360° polarization control of terahertz spintronic emitters using uniaxial FeCo/TbCo2/FeCo trilayers

Abstract

Polarization control of THz light is of paramount interest for the numerous applications offered in this frequency range. Recent developments in THz spintronic emitters allow for a very efficient broadband emission, and especially unique is their ability of THz polarization switching through magnetization control of the ferromagnetic layer. Here we present an improved scheme to achieve full 360 degrees nearly coherent polarization rotation that does not require multipolar or rotating external magnetic bias nor complex cascaded emitters.
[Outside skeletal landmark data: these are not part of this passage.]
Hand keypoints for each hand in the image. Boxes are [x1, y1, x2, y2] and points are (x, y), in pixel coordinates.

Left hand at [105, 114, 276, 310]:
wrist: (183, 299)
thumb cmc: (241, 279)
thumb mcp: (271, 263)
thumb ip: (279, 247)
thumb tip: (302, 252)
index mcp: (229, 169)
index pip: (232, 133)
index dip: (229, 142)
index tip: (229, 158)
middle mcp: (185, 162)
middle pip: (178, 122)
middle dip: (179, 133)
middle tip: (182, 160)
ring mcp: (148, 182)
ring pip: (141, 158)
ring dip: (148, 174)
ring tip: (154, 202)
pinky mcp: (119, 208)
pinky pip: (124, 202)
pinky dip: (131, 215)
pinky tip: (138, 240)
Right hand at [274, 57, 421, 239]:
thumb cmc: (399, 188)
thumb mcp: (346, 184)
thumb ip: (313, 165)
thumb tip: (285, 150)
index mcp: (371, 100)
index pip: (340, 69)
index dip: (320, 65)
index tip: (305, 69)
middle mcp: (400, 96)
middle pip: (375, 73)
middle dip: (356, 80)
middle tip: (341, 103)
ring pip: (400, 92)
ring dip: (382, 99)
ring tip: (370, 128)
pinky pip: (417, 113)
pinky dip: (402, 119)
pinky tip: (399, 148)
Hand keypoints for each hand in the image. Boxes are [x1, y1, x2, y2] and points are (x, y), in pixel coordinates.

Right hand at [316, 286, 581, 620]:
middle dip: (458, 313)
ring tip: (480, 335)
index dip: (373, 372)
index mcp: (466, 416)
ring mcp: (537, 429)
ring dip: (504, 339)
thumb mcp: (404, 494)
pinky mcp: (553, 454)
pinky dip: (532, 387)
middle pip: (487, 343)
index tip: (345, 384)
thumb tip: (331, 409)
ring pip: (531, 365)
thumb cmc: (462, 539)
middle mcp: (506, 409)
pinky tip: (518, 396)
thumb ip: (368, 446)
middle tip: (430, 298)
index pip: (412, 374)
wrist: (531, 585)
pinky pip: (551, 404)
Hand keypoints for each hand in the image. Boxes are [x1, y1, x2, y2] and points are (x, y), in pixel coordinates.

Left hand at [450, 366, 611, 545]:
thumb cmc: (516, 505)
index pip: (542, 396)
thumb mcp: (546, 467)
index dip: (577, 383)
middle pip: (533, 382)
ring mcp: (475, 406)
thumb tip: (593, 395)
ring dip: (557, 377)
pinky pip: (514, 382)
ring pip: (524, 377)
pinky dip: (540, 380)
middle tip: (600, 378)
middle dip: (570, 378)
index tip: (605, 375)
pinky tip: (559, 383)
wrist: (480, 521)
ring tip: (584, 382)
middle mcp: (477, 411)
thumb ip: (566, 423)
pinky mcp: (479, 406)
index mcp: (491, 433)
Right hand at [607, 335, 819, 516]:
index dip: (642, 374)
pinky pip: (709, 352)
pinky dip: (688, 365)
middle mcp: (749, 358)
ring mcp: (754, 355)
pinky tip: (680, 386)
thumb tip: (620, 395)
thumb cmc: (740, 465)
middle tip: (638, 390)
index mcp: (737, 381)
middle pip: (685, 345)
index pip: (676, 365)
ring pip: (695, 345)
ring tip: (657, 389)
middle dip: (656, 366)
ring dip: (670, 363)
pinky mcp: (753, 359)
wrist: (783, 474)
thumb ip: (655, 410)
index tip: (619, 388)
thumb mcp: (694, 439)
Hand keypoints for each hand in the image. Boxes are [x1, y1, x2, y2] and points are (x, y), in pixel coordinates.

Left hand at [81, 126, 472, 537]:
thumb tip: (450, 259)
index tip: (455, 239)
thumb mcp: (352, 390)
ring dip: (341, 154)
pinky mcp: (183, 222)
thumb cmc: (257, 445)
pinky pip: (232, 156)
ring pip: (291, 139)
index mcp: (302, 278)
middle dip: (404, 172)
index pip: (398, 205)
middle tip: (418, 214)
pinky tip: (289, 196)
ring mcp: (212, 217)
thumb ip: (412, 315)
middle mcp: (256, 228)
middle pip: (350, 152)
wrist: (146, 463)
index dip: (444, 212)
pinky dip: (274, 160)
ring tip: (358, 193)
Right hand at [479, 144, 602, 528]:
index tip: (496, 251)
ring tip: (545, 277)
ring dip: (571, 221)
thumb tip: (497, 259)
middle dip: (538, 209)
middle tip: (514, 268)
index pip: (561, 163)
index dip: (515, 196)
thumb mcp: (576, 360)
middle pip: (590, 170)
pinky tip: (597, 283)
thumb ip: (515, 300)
By replacing the FM layer of the spintronic emitter with a carefully designed FeCo/TbCo2/FeCo anisotropic heterostructure, we experimentally demonstrate Stoner-Wohlfarth-like coherent rotation of the THz polarization over a full 2 pi azimuth only by a bipolar variation of the strength of the hard axis field, and with only a negligible decrease in the emission efficiency as compared to standard Pt/CoFeB/W inverse spin Hall emitters. THz measurements are in agreement with our model of the nonperfect Stoner-Wohlfarth behavior. These emitters are well adapted for the implementation of polarimetric characterization not requiring any mechanically rotating polarizing elements. An example is given with the characterization of the birefringence in a quartz plate.